DATA LISTING —
* * * * * * * * *

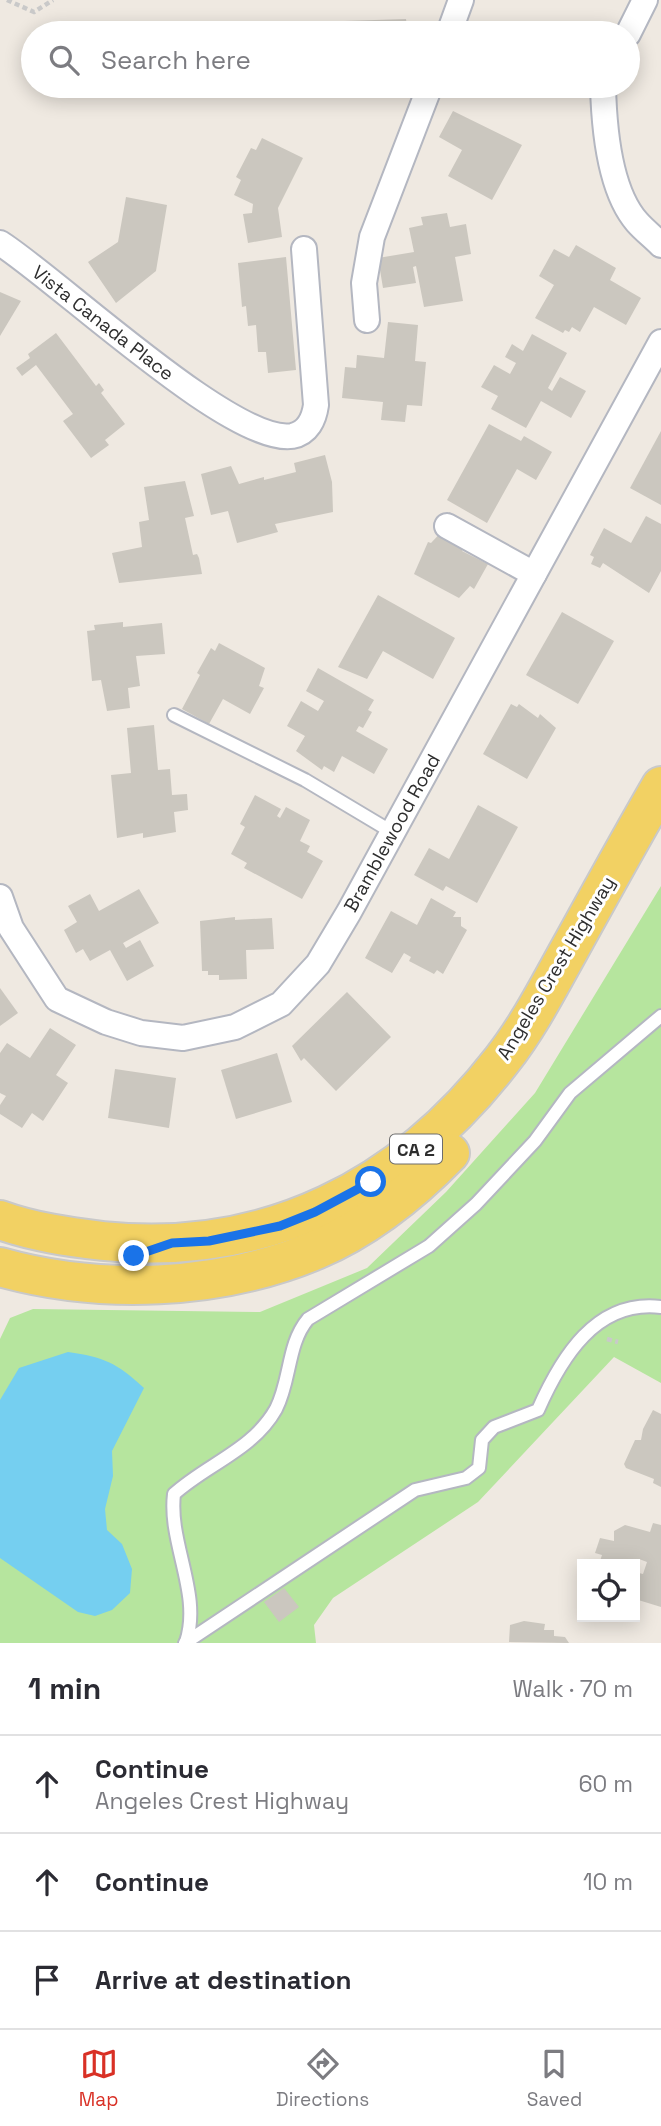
<!DOCTYPE html>
<meta charset="utf-8">
<style>
body{margin:0;font-family:"Space Grotesk",sans-serif;background:#f7f7f7;color:#2b2b33}
.controls{position:absolute;right:21px;bottom:21px;display:grid;overflow:hidden;border-radius:0px;box-shadow:0 4px 18px #0003}
.controls button{width:63px;height:63px;display:grid;place-items:center;padding:0;border:0;border-bottom:2px solid #e1e1e2;background:#fff;color:#2b2b33;font:35px sans-serif}
.stop{position:absolute;width:21px;height:21px;margin:-16px;border:5px solid #1a73e8;border-radius:50%;background:#fff}
.stop.end{background:#1a73e8;border-color:#fff;box-shadow:0 2px 7px #0008}
.list{margin:0;padding:0;list-style:none}
h2{display:flex;justify-content:space-between;align-items:center;height:91px;margin:0;padding:0 28px;font-size:30px}
h2 small{font-size:23px;font-weight:400;color:#7c7c81}
.list li{display:grid;grid-template-columns:46px 1fr auto;gap:21px;align-items:center;box-sizing:border-box;height:98px;padding:0 28px;border-top:2px solid #e1e1e2}
.list b{display:block;font-size:26px;white-space:nowrap}
.list p{margin:0;font-size:23px;white-space:nowrap;color:#7c7c81}
.list em{font-size:23px;font-style:normal;color:#7c7c81}
.icon{flex:none;width:38px;height:38px;fill:none;stroke:currentColor;stroke-width:2;stroke-linecap:round;stroke-linejoin:round}
.map{position:relative;flex:none;width:661px;height:1643px;overflow:hidden}
.search{position:absolute;background:#fff;box-shadow:0 4px 18px #0003;left:21px;right:21px;top:21px;height:77px;display:flex;align-items:center;gap:18px;box-sizing:border-box;padding:0 24px;border-radius:38px;color:#7c7c81;font-size:26px}
.sheet{height:385px;background:#fff}
nav{display:flex;justify-content:space-around;align-items:center;box-sizing:border-box;height:98px;border-top:2px solid #e1e1e2;background:#fff;font-size:19px;color:#7c7c81}
nav a{display:grid;justify-items:center;gap:4px}
nav .on{color:#d93025}
.map>svg:first-child{display:block}
</style>
<div class="map">
<svg width="661" height="1643" viewBox="0 0 661 1643">
<rect width="100%" height="100%" fill="#efe9e1"/>
<path fill="#b6e59e" d="M661,886V1383L614,1357L478,1502L333,1598L314,1625L316,1643H0V1339L10,1318L33,1309L260,1312L367,1268L446,1192L535,1093Z"/>
<path fill="#75cff0" d="M68,1352C104,1357 117,1363 144,1388L112,1451L113,1476L105,1509L107,1530L122,1544L132,1569L130,1593L112,1610L95,1616L78,1612L0,1558V1400L19,1368Z"/>
<g fill="#cbc7bf">
<path d="M406,19L408,33H345L344,21Z"/>
<path d="M492,21L553,29V33H490Z"/>
<path d="M374,86H406V95L374,96Z"/>
<path d="M453,111L522,145L492,200L448,176L462,150L439,137Z"/>
<path d="M262,138L303,158L278,208L282,237L248,243L243,214L252,213L253,204L234,195L241,180L236,177L251,148L256,150Z"/>
<path d="M126,197L167,205L156,271L116,303L88,262L118,242Z"/>
<path d="M447,213L450,227L466,224L471,254L455,257L463,301L424,307L416,266L413,267L416,283L383,288L378,258L414,252L409,228L423,225L421,217Z"/>
<path d="M576,245L616,268L610,280L641,298L626,325L594,307L580,332L572,327L569,332L565,330L563,333L535,318L554,285L539,276L554,249L569,257Z"/>
<path d="M286,257L296,370L268,373L266,352H258L256,325L248,326L246,306L242,307L238,263Z"/>
<path d="M0,292L21,301L0,336Z"/>
<path d="M388,322L418,325L415,361L426,362L422,406L407,405L405,422L381,420L383,402L342,398L345,367L356,368L357,355L384,358Z"/>
<path d="M56,333L96,386L99,383L104,390L101,393L125,424L105,440L109,445L91,458L63,421L73,414L36,365L22,376L16,368L30,358L28,354Z"/>
<path d="M532,334L567,353L548,388L552,391L560,377L586,391L571,418L541,401L526,428L491,409L498,396L481,387L494,365L510,374L516,363L505,357L512,344L523,351Z"/>
<path d="M489,424L521,441L524,436L552,452L536,480L517,469L487,523L447,500Z"/>
<path d="M661,431V505L630,488Z"/>
<path d="M325,455L332,482L333,512L275,524L278,532L237,543L228,511L211,515L201,474L231,466L239,484L264,477V480L296,472L294,463Z"/>
<path d="M185,481L194,516L185,518L193,555L197,554L199,558L202,574L119,583L112,553L142,547L139,522L149,520L144,487Z"/>
<path d="M449,512L475,526L462,551L488,564L474,589L470,586L459,598L414,574L428,542L431,543L447,526Z"/>
<path d="M646,516L661,524V571L649,593L603,563L600,568L591,564L594,557L590,555L604,528L631,543Z"/>
<path d="M378,595L455,638L433,679L383,651L367,679L338,667Z"/>
<path d="M562,612L614,641L578,704L526,675Z"/>
<path d="M123,622V627L162,623L165,654L136,656L140,686L128,688L130,708L107,711L101,680L92,681L87,631L95,630L94,625Z"/>
<path d="M219,643L265,668L259,686L264,688L250,714L223,699L209,724L182,709L200,675L197,673L211,648L215,651Z"/>
<path d="M318,668L374,700L368,710L372,712L363,728L359,726L356,731L388,749L374,774L342,756L334,772L324,766L322,770L296,751L305,736L287,726L301,701L318,711L324,701L306,691Z"/>
<path d="M511,704L517,707L519,704L538,718L540,714L556,728L527,779L483,754Z"/>
<path d="M154,725L158,770L170,769L172,795L187,794L188,810L174,812L176,832L143,838V833L117,838L111,775L131,773L127,728Z"/>
<path d="M255,795L281,809L277,816L280,818L286,807L310,820L300,841L310,846L307,852L323,861L302,899L244,868L247,863L231,854L245,827L240,824Z"/>
<path d="M478,805L518,827L477,903L446,886L443,891L414,875L429,848L449,859Z"/>
<path d="M139,889L159,923L123,943L126,948L140,940L154,966L127,981L110,950L90,961L83,949L76,953L64,930L77,922L68,906L90,894L99,911Z"/>
<path d="M431,898L456,912L453,917H461V926L467,930L443,974L437,970L434,974L409,961L411,957L404,953L392,973L365,958L391,911L417,925Z"/>
<path d="M235,917V920L272,918L274,949L246,950L247,979L219,980V975H208V971H202L200,921Z"/>
<path d="M0,988L18,1013L0,1026Z"/>
<path d="M347,992L391,1037L336,1091L304,1058L301,1061L292,1046Z"/>
<path d="M50,1028L76,1045L56,1075L68,1083L43,1121L32,1113L22,1128L0,1114V1105L6,1096L0,1093V1053L7,1043L30,1058Z"/>
<path d="M277,1053L292,1102L236,1119L221,1070Z"/>
<path d="M115,1069L176,1078L169,1128L108,1118Z"/>
<path d="M653,1410L661,1414V1487L653,1483L654,1479L626,1468L624,1464L635,1440H641L643,1429Z"/>
<path d="M653,1523L661,1525V1607L635,1599V1572L643,1574L647,1562L639,1559L635,1572V1564H599L602,1555L595,1553L600,1538L614,1541V1531L625,1525L650,1532Z"/>
<path d="M284,1588L299,1607L279,1622L264,1602Z"/>
<path d="M524,1621L545,1624L544,1630H554V1636L565,1637L569,1643L509,1642L510,1625Z"/>
</g>
<g fill="none" stroke-linecap="round" stroke-linejoin="round">
<g stroke="#b4b7c1" stroke-width="16">
<g id="service">
<path d="M174,715L305,780L392,832"/>
<path d="M186,1642C202,1594 168,1543 174,1494C207,1464 253,1450 276,1409C291,1380 287,1344 308,1319L429,1246L476,1204L535,1141L570,1093L661,1016"/>
<path d="M185,1643L415,1490L466,1478L479,1468L482,1440L494,1427L538,1410C561,1358 596,1299 661,1307"/>
</g>
</g>
<g stroke="#b4b7c1" stroke-width="28">
<g id="minor">
<path d="M449,33L461,0"/>
<path d="M628,34L645,0"/>
<path d="M603,86C604,126 609,190 637,222C644,230 653,237 661,245"/>
<path d="M0,243C57,279 232,445 292,436C308,433 314,419 316,405L304,249"/>
<path d="M367,320L364,283L372,237L430,86"/>
<path d="M447,526L534,574"/>
<path d="M0,897L11,928L57,999L106,1022L141,1033L183,1038L235,1027L281,1004L318,964L349,912L661,342"/>
</g>
</g>
<g stroke="#c9c9c9" stroke-width="42">
<g id="primary">
<path d="M0,1220C33,1232 69,1237 103,1241C267,1258 403,1188 502,1060C528,1027 548,988 568,952C599,896 629,841 661,786"/>
<path d="M0,1267C100,1295 219,1291 316,1250C365,1229 412,1192 450,1153"/>
</g>
</g>
<g stroke="#c9c9c9" stroke-width="4.5" stroke-dasharray="5 3.5" stroke-linecap="butt">
<path d="M7,0L34,12L53,0"/>
<path d="M607,1339L618,1342"/>
</g>
<use href="#service" stroke="#fff" stroke-width="12"/>
<use href="#minor" stroke="#fff" stroke-width="24"/>
<use href="#primary" stroke="#f2d163" stroke-width="38"/>
</g>
<g fill="none" stroke-linecap="round" stroke-linejoin="round">
<path stroke="#1a73e8" stroke-width="9" d="M134,1256L172,1243L209,1241L280,1226L315,1212L371,1182"/>
</g>
<g text-anchor="middle" dominant-baseline="central" stroke-width="6" stroke-linejoin="round" paint-order="stroke">
<rect fill="#fff" stroke="#6d6d6d" stroke-width="2" x="390" y="1134.5" width="52" height="29" rx="5"/>
<g font-size="18" font-weight="bold" fill="#2e2e2e">
<text x="416" y="1149">CA 2</text>
</g>
<g font-size="19" fill="#2e2e2e" stroke="#fff">
<text transform="translate(103 323) rotate(38)">Vista Canada Place</text>
<text transform="translate(392 833) rotate(-61)">Bramblewood Road</text>
<text transform="translate(556 968) rotate(-59)">Angeles Crest Highway</text>
</g>
</g>
</svg>
<div class="controls">
<button><svg class="icon" aria-label="locate" viewBox="0 0 24 24"><circle cx="12" cy="12" r="6"/><path d="M12 2v4M12 18v4M2 12h4M18 12h4"/></svg></button>
</div>
<div class="stop" style="left:371px;top:1182px"></div>
<div class="stop end" style="left:134px;top:1256px"></div>
<div class="search"><svg class="icon" aria-label="search" viewBox="0 0 24 24"><circle cx="10" cy="10" r="6"/><path d="M15 15l6 6"/></svg>Search here</div>
</div>
<section class="sheet">
<h2>1 min<small>Walk · 70 m</small></h2>
<ul class="list">
<li><svg class="icon" aria-label="ahead" viewBox="0 0 24 24"><path d="M12 20V5M6 11l6-6 6 6"/></svg><div><b>Continue</b><p>Angeles Crest Highway</p></div><em>60 m</em></li>
<li><svg class="icon" aria-label="ahead" viewBox="0 0 24 24"><path d="M12 20V5M6 11l6-6 6 6"/></svg><div><b>Continue</b></div><em>10 m</em></li>
<li><svg class="icon" aria-label="arrive" viewBox="0 0 24 24"><path d="M6 21V4h12l-3 4 3 4H6"/></svg><div><b>Arrive at destination</b></div></li>
</ul>
</section>
<nav>
<a class="on"><svg class="icon" aria-label="map" viewBox="0 0 24 24"><path d="M3 6l6-2 6 2 6-2v14l-6 2-6-2-6 2zM9 4v14M15 6v14"/></svg>Map</a>
<a><svg class="icon" aria-label="directions" viewBox="0 0 24 24"><path d="M12 3l9 9-9 9-9-9zM9 14v-3h6M13 9l2 2-2 2"/></svg>Directions</a>
<a><svg class="icon" aria-label="saved" viewBox="0 0 24 24"><path d="M7 4h10v16l-5-4-5 4z"/></svg>Saved</a>
</nav>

* * * * * * * * *

TASK BRIEF — Please find, in the entries above, every line where "Highway" occurs, and copy it.

YOUR RESPONSE —
<text transform="translate(556 968) rotate(-59)">Angeles Crest Highway</text>
<li><svg class="icon" aria-label="ahead" viewBox="0 0 24 24"><path d="M12 20V5M6 11l6-6 6 6"/></svg><div><b>Continue</b><p>Angeles Crest Highway</p></div><em>60 m</em></li>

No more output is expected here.